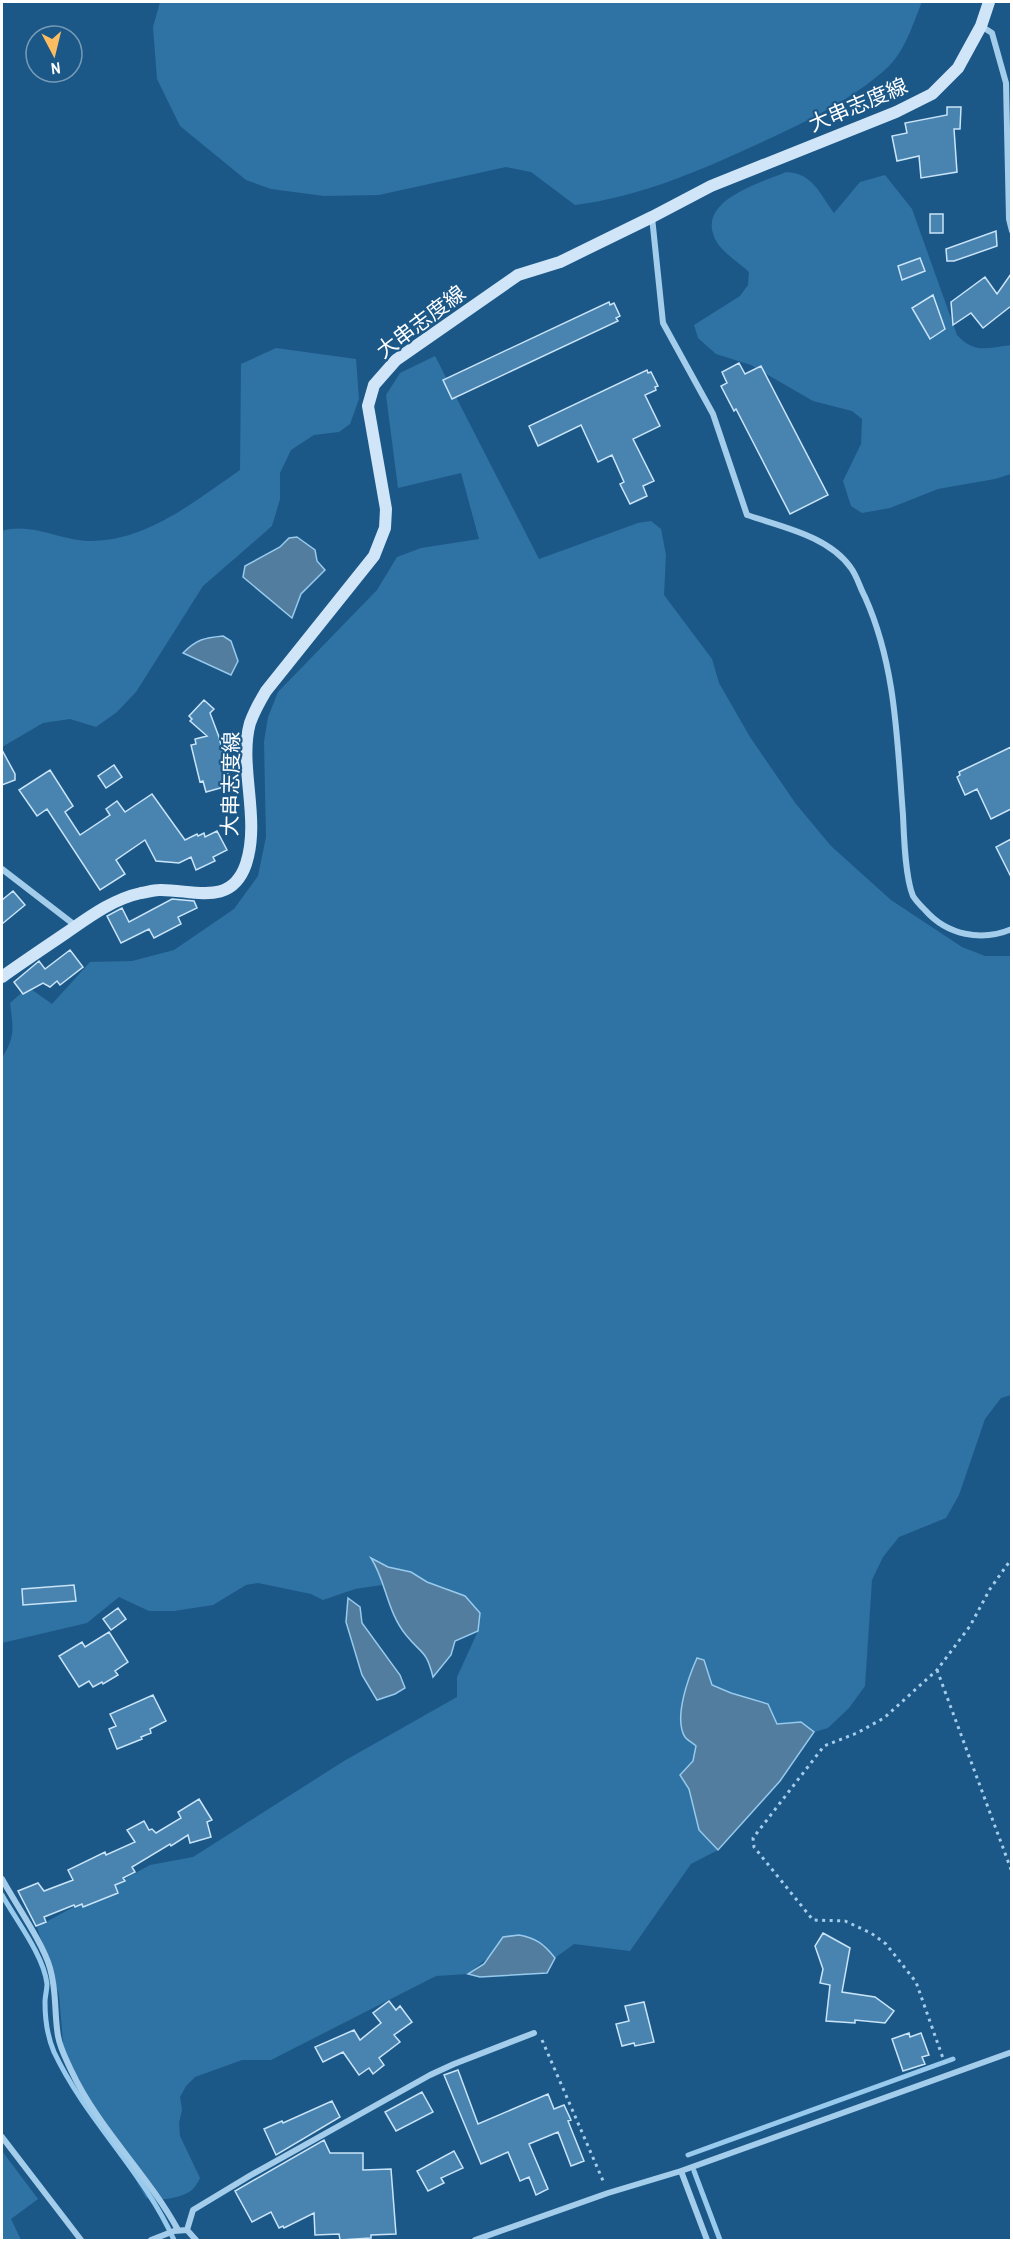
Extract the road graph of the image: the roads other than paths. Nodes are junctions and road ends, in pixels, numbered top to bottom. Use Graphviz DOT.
graph roads {
  1 [pos="989,2"];
  2 [pos="981,26"];
  3 [pos="652,218"];
  4 [pos="1011,231"];
  5 [pos="2,869"];
  6 [pos="76,926"];
  7 [pos="1011,929"];
  8 [pos="2,977"];
  9 [pos="2,1879"];
  10 [pos="534,2034"];
  11 [pos="1011,2052"];
  12 [pos="2,2137"];
  13 [pos="681,2171"];
  14 [pos="176,2230"];
  15 [pos="187,2230"];
  16 [pos="81,2241"];
  17 [pos="151,2241"];
  18 [pos="196,2241"];
  19 [pos="475,2241"];
  20 [pos="707,2241"];
  1 -- 2 [label="main road, 大串志度線"];
  2 -- 3 [label="main road, 大串志度線"];
  2 -- 4 [label="street"];
  3 -- 6 [label="main road, 大串志度線"];
  3 -- 7 [label="street"];
  5 -- 6 [label="street"];
  6 -- 8 [label="main road, 大串志度線"];
  9 -- 14 [label="street"];
  10 -- 15 [label="street"];
  11 -- 13 [label="street"];
  12 -- 16 [label="street"];
  13 -- 19 [label="street"];
  13 -- 20 [label="street"];
  14 -- 15 [label="street"];
  14 -- 17 [label="street"];
  15 -- 18 [label="street"];
}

▶ Work request
Take each line from the records and copy it unchanged, leaving images out.

▶ Written answer
Extract the road graph of the image: the roads other than paths. Nodes are junctions and road ends, in pixels, numbered top to bottom. Use Graphviz DOT.
graph roads {
  1 [pos="989,2"];
  2 [pos="981,26"];
  3 [pos="652,218"];
  4 [pos="1011,231"];
  5 [pos="2,869"];
  6 [pos="76,926"];
  7 [pos="1011,929"];
  8 [pos="2,977"];
  9 [pos="2,1879"];
  10 [pos="534,2034"];
  11 [pos="1011,2052"];
  12 [pos="2,2137"];
  13 [pos="681,2171"];
  14 [pos="176,2230"];
  15 [pos="187,2230"];
  16 [pos="81,2241"];
  17 [pos="151,2241"];
  18 [pos="196,2241"];
  19 [pos="475,2241"];
  20 [pos="707,2241"];
  1 -- 2 [label="main road, 大串志度線"];
  2 -- 3 [label="main road, 大串志度線"];
  2 -- 4 [label="street"];
  3 -- 6 [label="main road, 大串志度線"];
  3 -- 7 [label="street"];
  5 -- 6 [label="street"];
  6 -- 8 [label="main road, 大串志度線"];
  9 -- 14 [label="street"];
  10 -- 15 [label="street"];
  11 -- 13 [label="street"];
  12 -- 16 [label="street"];
  13 -- 19 [label="street"];
  13 -- 20 [label="street"];
  14 -- 15 [label="street"];
  14 -- 17 [label="street"];
  15 -- 18 [label="street"];
}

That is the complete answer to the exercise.